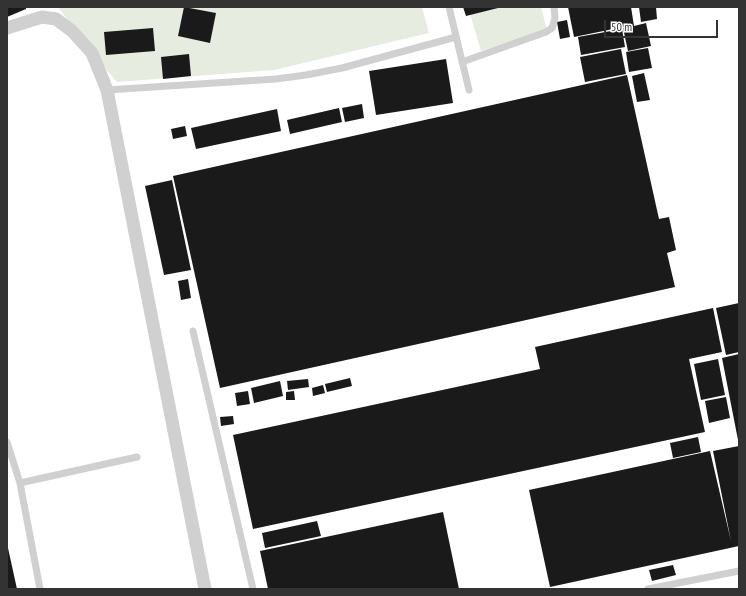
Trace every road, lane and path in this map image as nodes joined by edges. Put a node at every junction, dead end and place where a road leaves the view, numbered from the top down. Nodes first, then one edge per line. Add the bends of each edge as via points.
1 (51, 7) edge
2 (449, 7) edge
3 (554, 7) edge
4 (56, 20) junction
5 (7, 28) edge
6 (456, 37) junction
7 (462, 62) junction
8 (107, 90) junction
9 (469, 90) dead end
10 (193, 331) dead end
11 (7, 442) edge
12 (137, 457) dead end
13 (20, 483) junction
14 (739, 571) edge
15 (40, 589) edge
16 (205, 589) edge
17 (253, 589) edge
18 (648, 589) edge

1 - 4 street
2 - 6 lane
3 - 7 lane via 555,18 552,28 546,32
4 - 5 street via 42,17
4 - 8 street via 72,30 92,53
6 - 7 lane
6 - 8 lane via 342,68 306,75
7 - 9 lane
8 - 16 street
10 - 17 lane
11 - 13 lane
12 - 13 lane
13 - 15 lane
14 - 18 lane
::::::::::
> **WHAT TO PRODUCE**
Every line above is to be written out unchanged, with the pictures omitted.

> **EXERCISE RESPONSE**
Trace every road, lane and path in this map image as nodes joined by edges. Put a node at every junction, dead end and place where a road leaves the view, numbered from the top down. Nodes first, then one edge per line. Add the bends of each edge as via points.
1 (51, 7) edge
2 (449, 7) edge
3 (554, 7) edge
4 (56, 20) junction
5 (7, 28) edge
6 (456, 37) junction
7 (462, 62) junction
8 (107, 90) junction
9 (469, 90) dead end
10 (193, 331) dead end
11 (7, 442) edge
12 (137, 457) dead end
13 (20, 483) junction
14 (739, 571) edge
15 (40, 589) edge
16 (205, 589) edge
17 (253, 589) edge
18 (648, 589) edge

1 - 4 street
2 - 6 lane
3 - 7 lane via 555,18 552,28 546,32
4 - 5 street via 42,17
4 - 8 street via 72,30 92,53
6 - 7 lane
6 - 8 lane via 342,68 306,75
7 - 9 lane
8 - 16 street
10 - 17 lane
11 - 13 lane
12 - 13 lane
13 - 15 lane
14 - 18 lane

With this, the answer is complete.